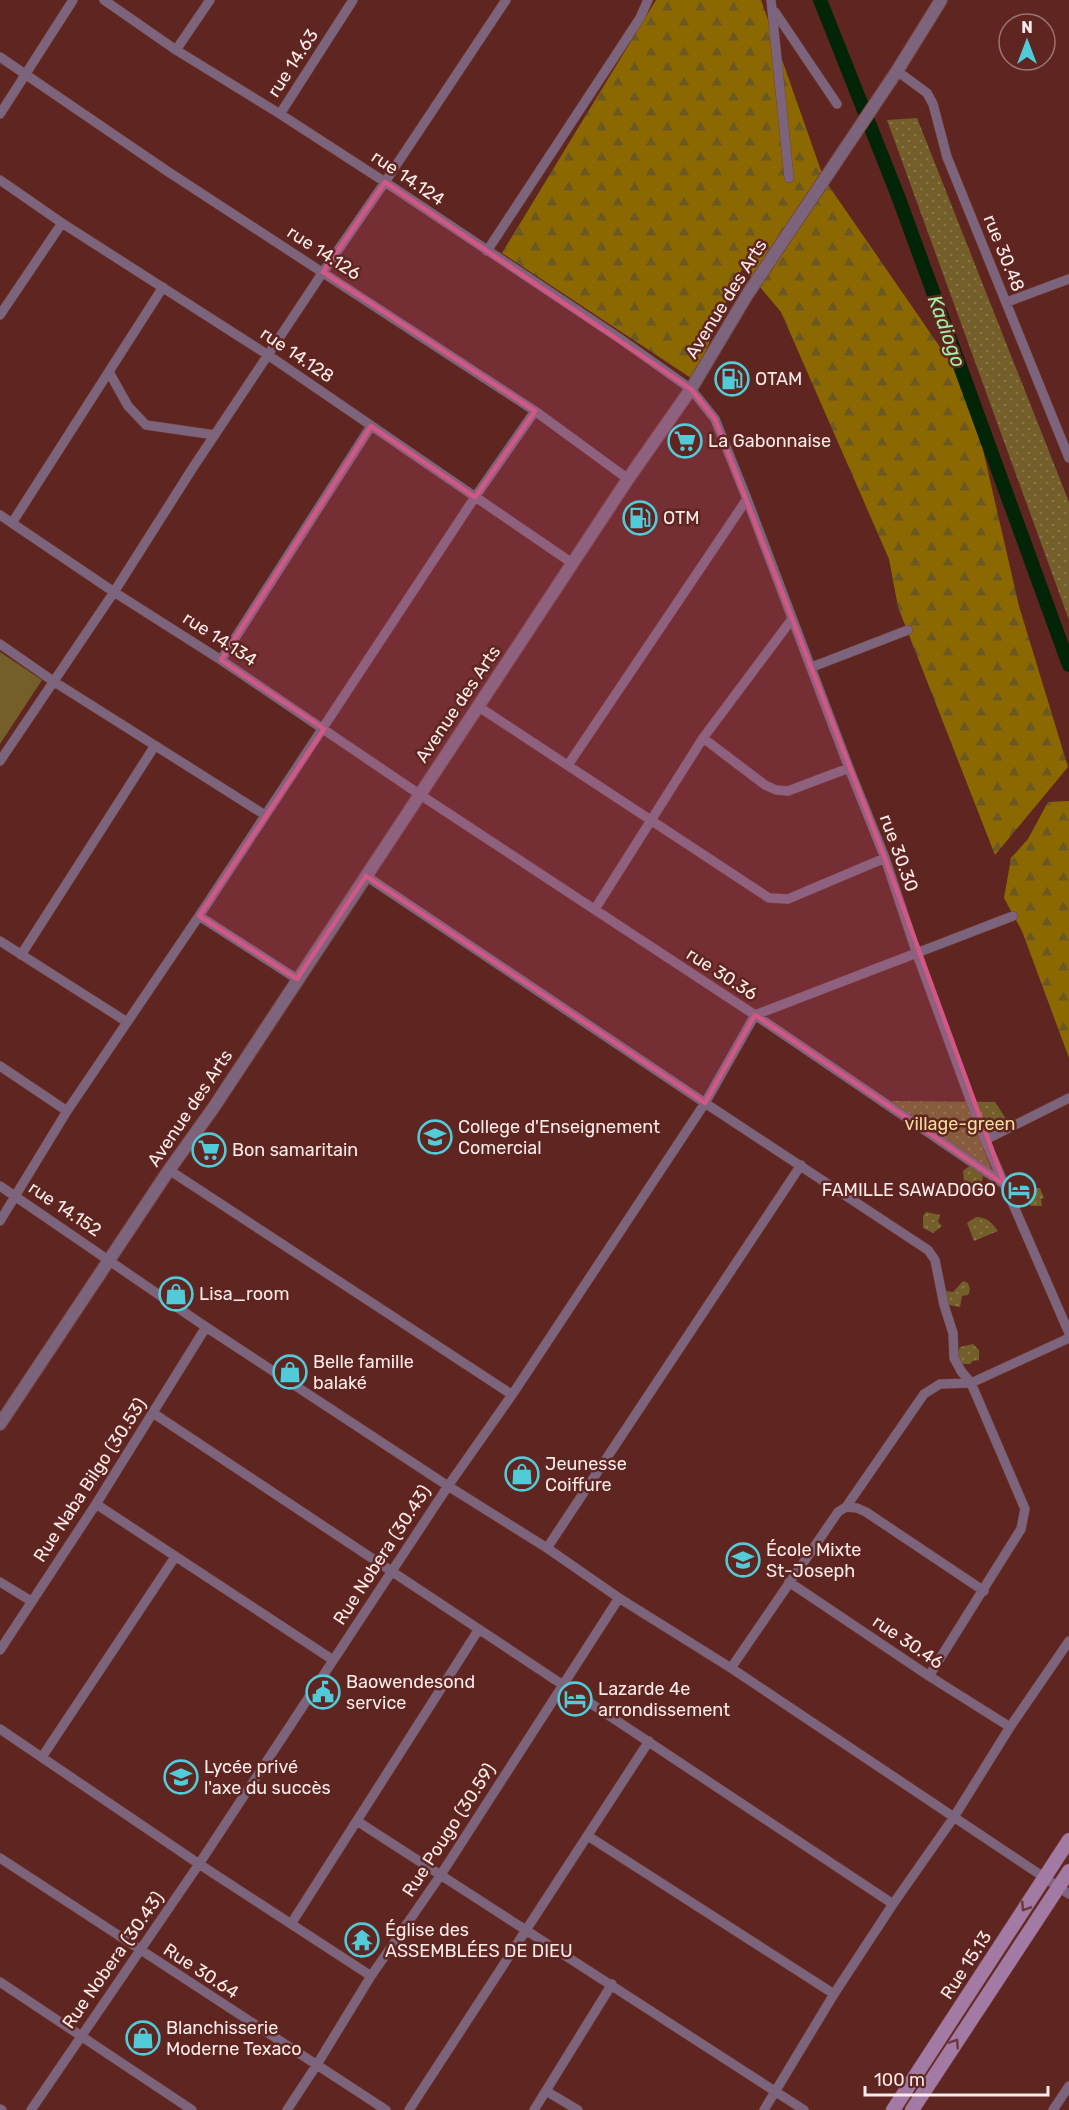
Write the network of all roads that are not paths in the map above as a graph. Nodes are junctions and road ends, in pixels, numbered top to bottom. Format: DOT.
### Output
graph roads {
  1 [pos="73,0"];
  2 [pos="104,0"];
  3 [pos="210,0"];
  4 [pos="353,0"];
  5 [pos="506,0"];
  6 [pos="648,0"];
  7 [pos="941,0"];
  8 [pos="772,5"];
  9 [pos="176,50"];
  10 [pos="0,57"];
  11 [pos="897,71"];
  12 [pos="26,73"];
  13 [pos="837,105"];
  14 [pos="0,114"];
  15 [pos="280,114"];
  16 [pos="789,177"];
  17 [pos="0,180"];
  18 [pos="385,182"];
  19 [pos="62,223"];
  20 [pos="487,251"];
  21 [pos="323,272"];
  22 [pos="1069,279"];
  23 [pos="163,287"];
  24 [pos="1007,302"];
  25 [pos="0,315"];
  26 [pos="268,355"];
  27 [pos="109,372"];
  28 [pos="691,389"];
  29 [pos="535,411"];
  30 [pos="371,426"];
  31 [pos="215,435"];
  32 [pos="1069,458"];
  33 [pos="628,479"];
  34 [pos="475,497"];
  35 [pos="747,499"];
  36 [pos="0,515"];
  37 [pos="12,524"];
  38 [pos="572,563"];
  39 [pos="114,592"];
  40 [pos="792,619"];
  41 [pos="908,630"];
  42 [pos="0,644"];
  43 [pos="222,660"];
  44 [pos="812,667"];
  45 [pos="53,681"];
  46 [pos="479,707"];
  47 [pos="324,729"];
  48 [pos="703,738"];
  49 [pos="154,747"];
  50 [pos="0,761"];
  51 [pos="568,765"];
  52 [pos="849,768"];
  53 [pos="419,794"];
  54 [pos="265,815"];
  55 [pos="652,822"];
  56 [pos="885,858"];
  57 [pos="366,876"];
  58 [pos="595,909"];
  59 [pos="199,916"];
  60 [pos="1013,916"];
  61 [pos="0,941"];
  62 [pos="917,954"];
  63 [pos="21,955"];
  64 [pos="297,979"];
  65 [pos="755,1015"];
  66 [pos="127,1022"];
  67 [pos="0,1066"];
  68 [pos="1069,1098"];
  69 [pos="705,1103"];
  70 [pos="67,1111"];
  71 [pos="985,1140"];
  72 [pos="801,1165"];
  73 [pos="169,1170"];
  74 [pos="1005,1185"];
  75 [pos="0,1186"];
  76 [pos="17,1196"];
  77 [pos="0,1221"];
  78 [pos="110,1260"];
  79 [pos="206,1327"];
  80 [pos="1069,1333"];
  81 [pos="1069,1338"];
  82 [pos="971,1383"];
  83 [pos="511,1394"];
  84 [pos="153,1413"];
  85 [pos="0,1424"];
  86 [pos="448,1486"];
  87 [pos="96,1504"];
  88 [pos="846,1507"];
  89 [pos="547,1548"];
  90 [pos="175,1557"];
  91 [pos="390,1572"];
  92 [pos="0,1582"];
  93 [pos="789,1582"];
  94 [pos="984,1590"];
  95 [pos="619,1598"];
  96 [pos="31,1601"];
  97 [pos="479,1629"];
  98 [pos="1069,1641"];
  99 [pos="0,1650"];
  100 [pos="333,1660"];
  101 [pos="731,1668"];
  102 [pos="929,1676"];
  103 [pos="564,1685"];
  104 [pos="1010,1727"];
  105 [pos="0,1729"];
  106 [pos="649,1741"];
  107 [pos="42,1757"];
  108 [pos="954,1817"];
  109 [pos="357,1821"];
  110 [pos="588,1836"];
  111 [pos="1069,1840"];
  112 [pos="0,1858"];
  113 [pos="199,1864"];
  114 [pos="1069,1871"];
  115 [pos="440,1876"];
  116 [pos="1045,1878"];
  117 [pos="1064,1891"];
  118 [pos="893,1904"];
  119 [pos="291,1924"];
  120 [pos="527,1930"];
  121 [pos="140,1951"];
  122 [pos="371,1976"];
  123 [pos="0,1982"];
  124 [pos="612,1984"];
  125 [pos="834,1994"];
  126 [pos="80,2036"];
  127 [pos="316,2066"];
  128 [pos="1069,2086"];
  129 [pos="546,2091"];
  130 [pos="777,2091"];
  131 [pos="31,2110"];
  132 [pos="192,2110"];
  133 [pos="286,2110"];
  134 [pos="386,2110"];
  135 [pos="409,2110"];
  136 [pos="534,2110"];
  137 [pos="578,2110"];
  138 [pos="764,2110"];
  139 [pos="804,2110"];
  140 [pos="893,2110"];
  141 [pos="912,2110"];
  142 [pos="1053,2110"];
  1 -- 12 [label="street"];
  2 -- 9 [label="street, rue 14.124"];
  3 -- 9 [label="street"];
  4 -- 15 [label="street, rue 14.63"];
  5 -- 18 [label="street"];
  6 -- 20 [label="street"];
  7 -- 11 [label="street, Avenue des Arts"];
  8 -- 13 [label="street"];
  8 -- 16 [label="street"];
  9 -- 15 [label="street, rue 14.124"];
  10 -- 12 [label="street, rue 14.126"];
  11 -- 24 [label="street, rue 30.48"];
  11 -- 28 [label="street, Avenue des Arts"];
  12 -- 14 [label="street"];
  12 -- 21 [label="street, rue 14.126"];
  15 -- 18 [label="street, rue 14.124"];
  17 -- 19 [label="street, rue 14.128"];
  18 -- 20 [label="street, rue 14.124"];
  18 -- 21 [label="street"];
  19 -- 23 [label="street, rue 14.128"];
  19 -- 25 [label="street"];
  20 -- 28 [label="street, rue 14.124"];
  21 -- 26 [label="street"];
  21 -- 29 [label="street, rue 14.126"];
  22 -- 24 [label="street"];
  23 -- 26 [label="street, rue 14.128"];
  23 -- 27 [label="street"];
  24 -- 32 [label="street, rue 30.48"];
  26 -- 30 [label="street, rue 14.128"];
  26 -- 31 [label="street"];
  27 -- 31 [label="street"];
  27 -- 37 [label="street"];
  28 -- 33 [label="street, Avenue des Arts"];
  28 -- 35 [label="street, rue 30.30"];
  29 -- 33 [label="street, rue 14.126"];
  29 -- 34 [label="street"];
  30 -- 34 [label="street, rue 14.128"];
  30 -- 43 [label="street"];
  31 -- 39 [label="street"];
  33 -- 38 [label="street, Avenue des Arts"];
  34 -- 38 [label="street, rue 14.128"];
  34 -- 47 [label="street"];
  35 -- 40 [label="street, rue 30.30"];
  35 -- 51 [label="street"];
  36 -- 37 [label="street, rue 14.134"];
  37 -- 39 [label="street, rue 14.134"];
  38 -- 46 [label="street, Avenue des Arts"];
  39 -- 43 [label="street, rue 14.134"];
  39 -- 45 [label="street"];
  40 -- 44 [label="street, rue 30.30"];
  40 -- 48 [label="street"];
  41 -- 44 [label="street"];
  42 -- 45 [label="street"];
  43 -- 47 [label="street, rue 14.134"];
  44 -- 52 [label="street, rue 30.30"];
  45 -- 49 [label="street"];
  45 -- 50 [label="street"];
  46 -- 51 [label="street"];
  46 -- 53 [label="street, Avenue des Arts"];
  47 -- 53 [label="street, rue 14.134"];
  47 -- 54 [label="street"];
  48 -- 52 [label="street"];
  48 -- 55 [label="street"];
  49 -- 54 [label="street"];
  49 -- 63 [label="street"];
  51 -- 55 [label="street"];
  52 -- 56 [label="street, rue 30.30"];
  53 -- 57 [label="street, Avenue des Arts"];
  53 -- 58 [label="street, rue 30.36"];
  54 -- 59 [label="street"];
  55 -- 56 [label="street"];
  55 -- 58 [label="street"];
  56 -- 62 [label="street, rue 30.30"];
  57 -- 64 [label="street, Avenue des Arts"];
  57 -- 69 [label="street"];
  58 -- 65 [label="street, rue 30.36"];
  59 -- 64 [label="street"];
  59 -- 66 [label="street"];
  60 -- 62 [label="street"];
  61 -- 63 [label="street"];
  62 -- 65 [label="street"];
  62 -- 71 [label="street, rue 30.30"];
  63 -- 66 [label="street"];
  64 -- 73 [label="street, Avenue des Arts"];
  65 -- 69 [label="street, Rue Nobera (30.43)"];
  65 -- 74 [label="street, rue 30.36"];
  66 -- 70 [label="street"];
  67 -- 70 [label="street"];
  68 -- 71 [label="street"];
  69 -- 72 [label="street"];
  69 -- 83 [label="street, Rue Nobera (30.43)"];
  70 -- 76 [label="street"];
  71 -- 74 [label="street, rue 30.30"];
  72 -- 82 [label="street"];
  72 -- 89 [label="street"];
  73 -- 78 [label="street, Avenue des Arts"];
  73 -- 83 [label="street"];
  74 -- 80 [label="street, rue 30.30"];
  75 -- 76 [label="street, rue 14.152"];
  76 -- 77 [label="street"];
  76 -- 78 [label="street, rue 14.152"];
  78 -- 79 [label="street, rue 14.152"];
  78 -- 85 [label="street, Avenue des Arts"];
  79 -- 84 [label="street, Rue Naba Bilgo (30.53)"];
  79 -- 86 [label="street, rue 14.152"];
  81 -- 82 [label="street"];
  82 -- 88 [label="street"];
  82 -- 94 [label="street"];
  83 -- 86 [label="street, Rue Nobera (30.43)"];
  84 -- 87 [label="street, Rue Naba Bilgo (30.53)"];
  84 -- 91 [label="street"];
  86 -- 89 [label="street, rue 14.152"];
  86 -- 91 [label="street, Rue Nobera (30.43)"];
  87 -- 90 [label="street"];
  87 -- 96 [label="street, Rue Naba Bilgo (30.53)"];
  88 -- 93 [label="street"];
  88 -- 94 [label="street"];
  89 -- 95 [label="street, rue 14.152"];
  90 -- 100 [label="street"];
  90 -- 107 [label="street"];
  91 -- 97 [label="street"];
  91 -- 100 [label="street, Rue Nobera (30.43)"];
  92 -- 96 [label="street"];
  93 -- 101 [label="street"];
  93 -- 102 [label="street, rue 30.46"];
  94 -- 102 [label="street"];
  95 -- 101 [label="street, rue 14.152"];
  95 -- 103 [label="street, Rue Pougo (30.59)"];
  96 -- 99 [label="street, Rue Naba Bilgo (30.53)"];
  97 -- 103 [label="street"];
  97 -- 109 [label="street"];
  98 -- 104 [label="street"];
  100 -- 113 [label="street, Rue Nobera (30.43)"];
  101 -- 108 [label="street, rue 14.152"];
  102 -- 104 [label="street, rue 30.46"];
  103 -- 106 [label="street"];
  103 -- 115 [label="street, Rue Pougo (30.59)"];
  104 -- 108 [label="street"];
  105 -- 107 [label="street"];
  106 -- 110 [label="street"];
  106 -- 118 [label="street"];
  107 -- 113 [label="street"];
  108 -- 116 [label="street, rue 14.152"];
  108 -- 118 [label="street"];
  109 -- 115 [label="street"];
  109 -- 119 [label="street"];
  110 -- 120 [label="street"];
  110 -- 125 [label="street"];
  111 -- 116 [label="main road, Rue 15.13"];
  112 -- 121 [label="street, Rue 30.64"];
  113 -- 119 [label="street"];
  113 -- 121 [label="street, Rue Nobera (30.43)"];
  114 -- 117 [label="main road"];
  115 -- 120 [label="street"];
  115 -- 122 [label="street, Rue Pougo (30.59)"];
  116 -- 117 [label="street, rue 14.152"];
  116 -- 140 [label="main road, Rue 15.13, one-way"];
  141 -- 117 [label="main road, one-way"];
  118 -- 125 [label="street"];
  119 -- 122 [label="street"];
  120 -- 124 [label="street"];
  120 -- 135 [label="street"];
  121 -- 126 [label="street, Rue Nobera (30.43)"];
  121 -- 127 [label="street, Rue 30.64"];
  122 -- 127 [label="street, Rue Pougo (30.59)"];
  123 -- 126 [label="street"];
  124 -- 129 [label="street"];
  124 -- 130 [label="street"];
  125 -- 130 [label="street"];
  126 -- 131 [label="street, Rue Nobera (30.43)"];
  126 -- 132 [label="street"];
  127 -- 133 [label="street, Rue Pougo (30.59)"];
  127 -- 134 [label="street, Rue 30.64"];
  128 -- 142 [label="street"];
  129 -- 136 [label="street"];
  129 -- 137 [label="street"];
  130 -- 138 [label="street"];
  130 -- 139 [label="street"];
}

========================================================================

# Action item:
The answer should consist of every line from the listing above that includes the word "Naba".

# Solution to the exercise:
  79 -- 84 [label="street, Rue Naba Bilgo (30.53)"];
  84 -- 87 [label="street, Rue Naba Bilgo (30.53)"];
  87 -- 96 [label="street, Rue Naba Bilgo (30.53)"];
  96 -- 99 [label="street, Rue Naba Bilgo (30.53)"];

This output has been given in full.